CAGAYAN DE ORO CITY, Philippines — The country’s Lumads are still decrying the abuses inflicted on their tribe members fifty years ago, after the late dictator Ferdinand Marcos Sr. declared martial law on September 21, 1972.
“Victims of human rights violations are yet to receive an apology from the Marcoses and justice yet to be served”, said the Katribu Kalipunan ng Katutubong Mamamayan ng Pilipinas (Katribu), an indigenous peoples (IP) group, in a statement.
Katribu said they have witnessed how the late dictator’s regime used its power to torture and silence staunch critics of his administration.
“Marcos Sr. and his cronies committed grave human rights violations and rampant corruption with flamboyance and grand edifices.
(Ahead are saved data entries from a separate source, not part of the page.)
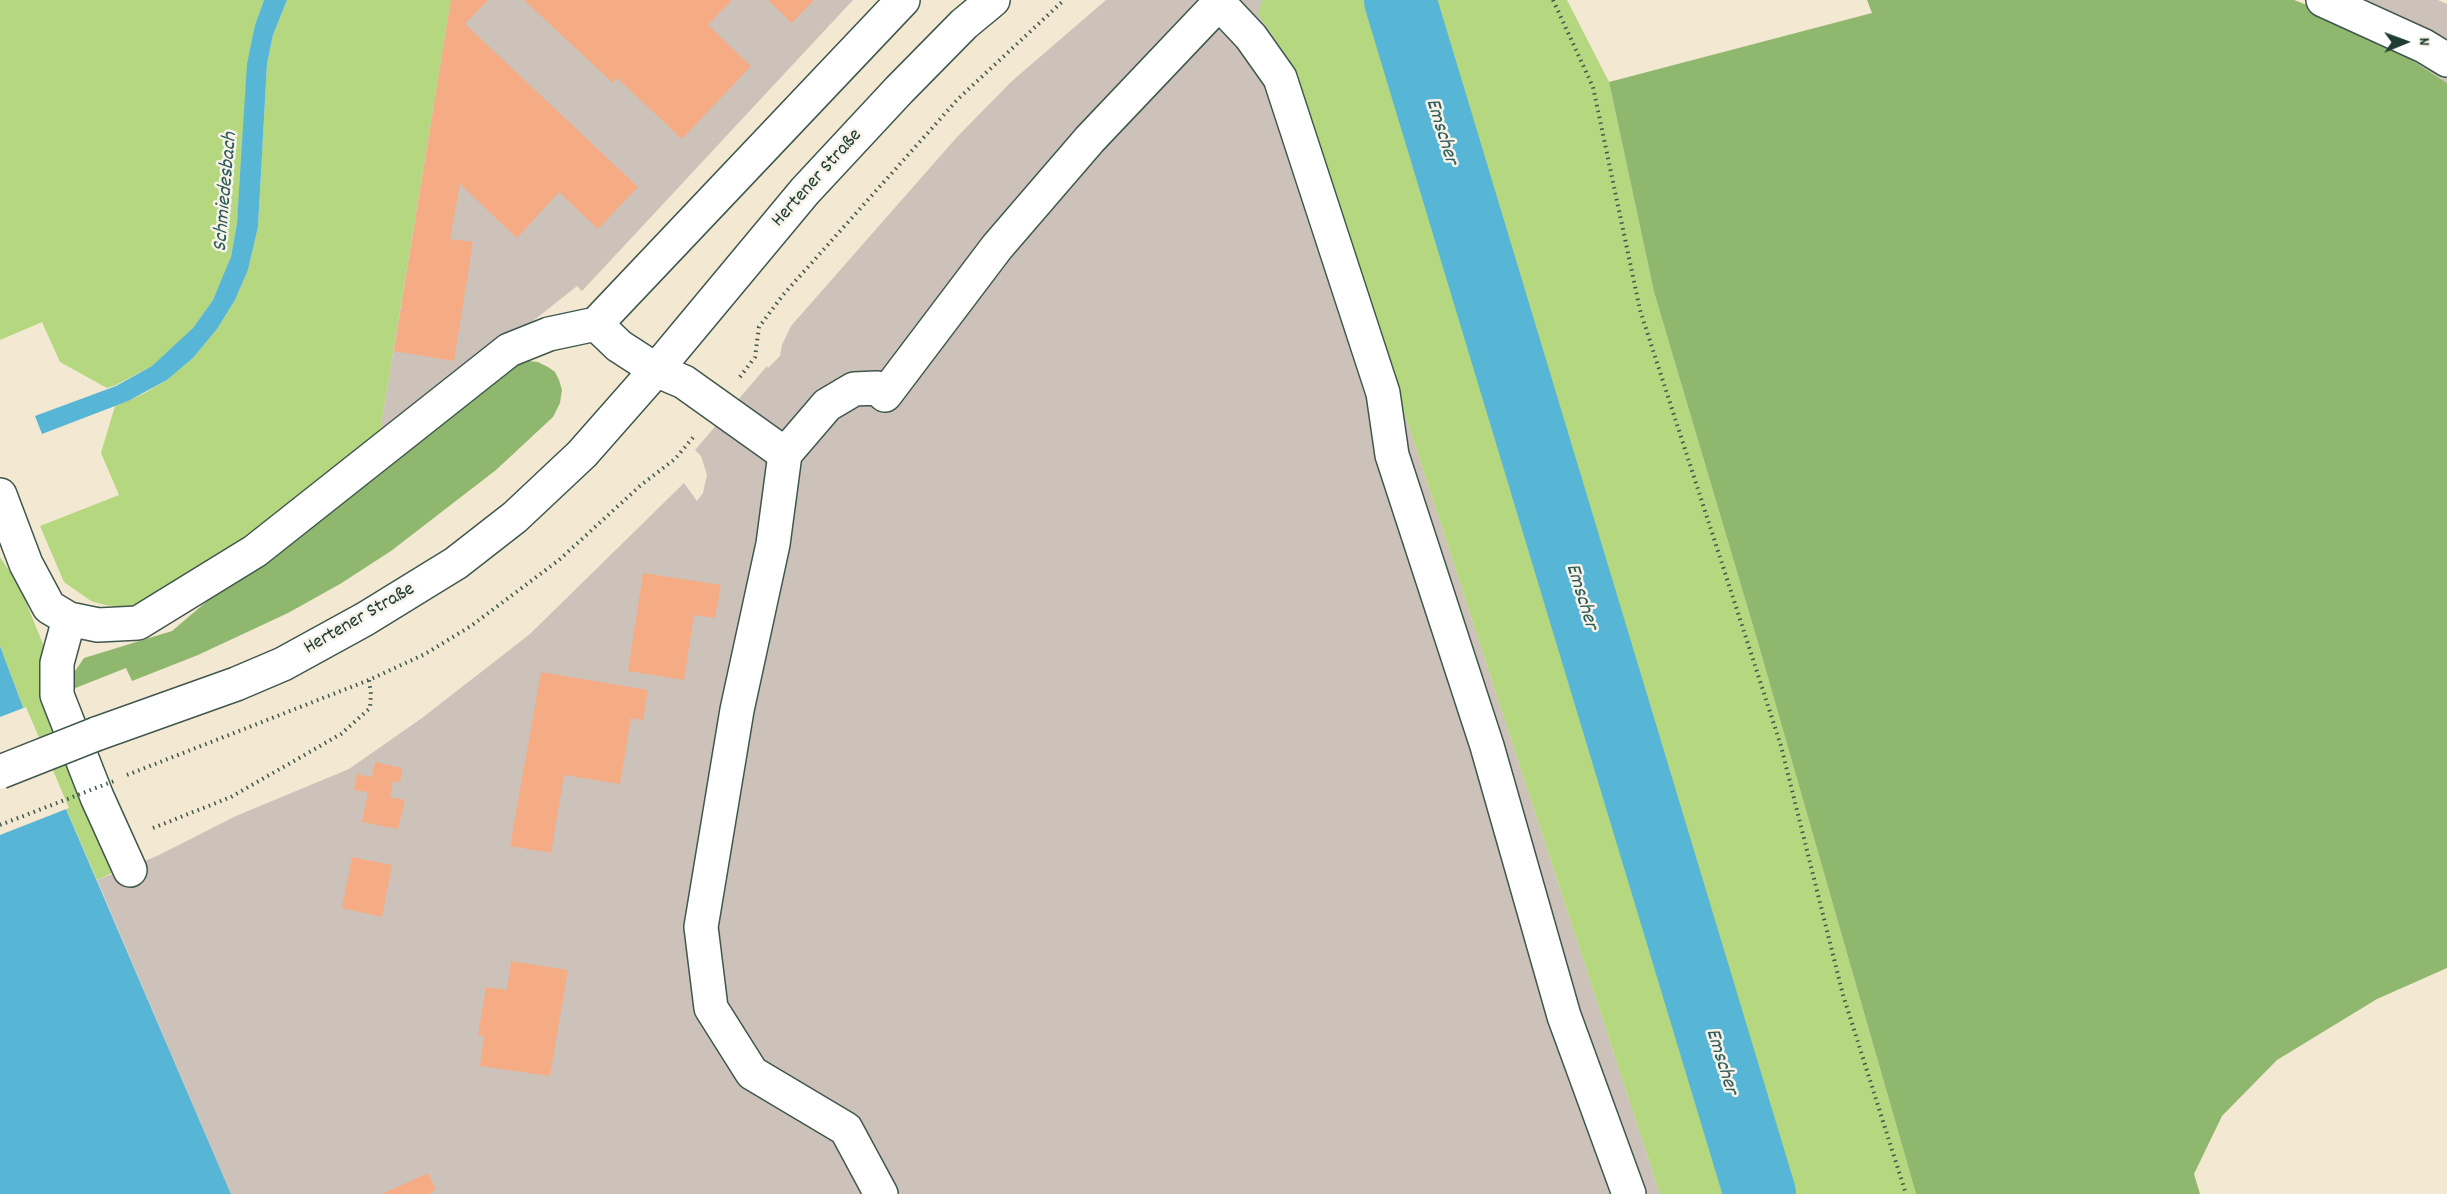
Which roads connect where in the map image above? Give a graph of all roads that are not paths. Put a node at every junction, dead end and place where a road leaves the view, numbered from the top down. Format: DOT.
graph roads {
  1 [pos="903,0"];
  2 [pos="993,0"];
  3 [pos="2323,0"];
  4 [pos="1220,1"];
  5 [pos="2447,60"];
  6 [pos="596,324"];
  7 [pos="656,370"];
  8 [pos="785,454"];
  9 [pos="0,495"];
  10 [pos="69,619"];
  11 [pos="0,772"];
  12 [pos="125,856"];
  13 [pos="881,1194"];
  14 [pos="1629,1194"];
  1 -- 6 [label="main road"];
  2 -- 7 [label="main road, Hertener Straße"];
  3 -- 5 [label="main road"];
  4 -- 8 [label="main road"];
  4 -- 14 [label="main road"];
  6 -- 7 [label="main road"];
  6 -- 10 [label="main road"];
  7 -- 8 [label="main road"];
  7 -- 11 [label="main road, Hertener Straße, bridge"];
  8 -- 13 [label="main road"];
  9 -- 10 [label="main road"];
  10 -- 12 [label="main road"];
}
The Marcoses left the country in debt and the Filipino people poorer than ever,” it added.
IPs were subjected to massacres and other human rights violations throughout the martial law, Katibu said. One major record it shared, is the violation against the Subanon people, an incident now called the Tudela massacre.
On August 24, 1981, members of a Marcos-sponsored paramilitary forces strafed the house of a Subanon family, the Gumapons, in Sitio Gitason, Barrio Lampasan, Tudela, Misamis Occidental. Ten were killed, including a baby.
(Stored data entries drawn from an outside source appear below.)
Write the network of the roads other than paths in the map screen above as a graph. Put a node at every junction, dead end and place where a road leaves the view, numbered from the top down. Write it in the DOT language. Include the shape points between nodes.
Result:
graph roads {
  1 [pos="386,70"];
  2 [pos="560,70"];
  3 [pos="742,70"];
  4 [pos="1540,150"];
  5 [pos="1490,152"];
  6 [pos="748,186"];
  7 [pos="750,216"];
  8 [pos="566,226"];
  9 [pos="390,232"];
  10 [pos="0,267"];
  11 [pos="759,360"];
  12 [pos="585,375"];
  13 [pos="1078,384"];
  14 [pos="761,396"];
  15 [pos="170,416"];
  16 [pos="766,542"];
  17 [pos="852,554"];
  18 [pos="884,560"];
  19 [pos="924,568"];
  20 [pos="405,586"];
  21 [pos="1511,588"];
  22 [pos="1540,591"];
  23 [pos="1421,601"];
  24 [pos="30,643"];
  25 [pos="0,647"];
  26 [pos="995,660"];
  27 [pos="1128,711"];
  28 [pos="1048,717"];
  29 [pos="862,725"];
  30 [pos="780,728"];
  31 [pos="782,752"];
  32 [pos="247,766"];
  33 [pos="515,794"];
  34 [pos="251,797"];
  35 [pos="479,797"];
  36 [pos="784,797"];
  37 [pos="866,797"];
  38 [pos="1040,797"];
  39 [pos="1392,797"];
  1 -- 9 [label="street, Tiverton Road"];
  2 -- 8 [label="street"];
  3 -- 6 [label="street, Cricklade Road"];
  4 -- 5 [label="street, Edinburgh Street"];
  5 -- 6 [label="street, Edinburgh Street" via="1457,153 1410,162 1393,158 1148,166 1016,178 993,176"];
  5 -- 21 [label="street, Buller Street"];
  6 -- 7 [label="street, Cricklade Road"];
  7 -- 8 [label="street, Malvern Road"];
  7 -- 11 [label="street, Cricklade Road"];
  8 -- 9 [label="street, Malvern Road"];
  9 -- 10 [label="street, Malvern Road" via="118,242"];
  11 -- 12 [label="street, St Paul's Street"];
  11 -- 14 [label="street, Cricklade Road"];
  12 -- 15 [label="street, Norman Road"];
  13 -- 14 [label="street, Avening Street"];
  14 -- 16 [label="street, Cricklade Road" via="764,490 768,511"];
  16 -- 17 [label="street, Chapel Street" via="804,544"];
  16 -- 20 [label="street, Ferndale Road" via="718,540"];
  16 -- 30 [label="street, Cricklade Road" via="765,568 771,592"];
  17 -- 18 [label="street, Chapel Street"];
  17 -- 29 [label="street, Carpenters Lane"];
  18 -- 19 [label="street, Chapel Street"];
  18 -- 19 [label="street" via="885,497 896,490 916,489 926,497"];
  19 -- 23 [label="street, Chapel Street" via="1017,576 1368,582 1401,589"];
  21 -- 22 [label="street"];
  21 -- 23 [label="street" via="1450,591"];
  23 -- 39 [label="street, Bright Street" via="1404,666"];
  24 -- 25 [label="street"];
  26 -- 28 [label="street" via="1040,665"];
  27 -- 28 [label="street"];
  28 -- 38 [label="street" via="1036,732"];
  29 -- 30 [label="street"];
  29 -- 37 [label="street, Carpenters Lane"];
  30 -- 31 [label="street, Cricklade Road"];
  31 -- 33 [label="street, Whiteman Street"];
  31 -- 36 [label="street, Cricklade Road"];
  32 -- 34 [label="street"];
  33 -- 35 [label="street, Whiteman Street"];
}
The Marcos administration appropriated indigenous lands, particularly the Chico River Dam Project and the Manila Water Supply III project on the Kaliwa River watershed, and its all-out giveaway of forest lands for political patronage.
Proved to be a threat to their life, livelihood, and culture, the Chico River Dam Project was met with strong opposition by various Igorot people, notably the Kalinga people.
“The 1984 killing of Macliing Dulag, a pangat (leader) and spokesperson of the opposition created public outrage. The murder of Macliing unified the Cordillera people to resist the proposed dam, causing both the World Bank and the Marcos regime to eventually abandon the project,” Katribu said.
The incident also became a turning point in the history of martial law. For the first time since the press crackdown in 1972, journalists and the mainstream Philippine press confronted the issue of the military’s arrests of civilians under martial law.
“It is now considered a landmark case study concerning ancestral domain issues in the Philippines,” the group said.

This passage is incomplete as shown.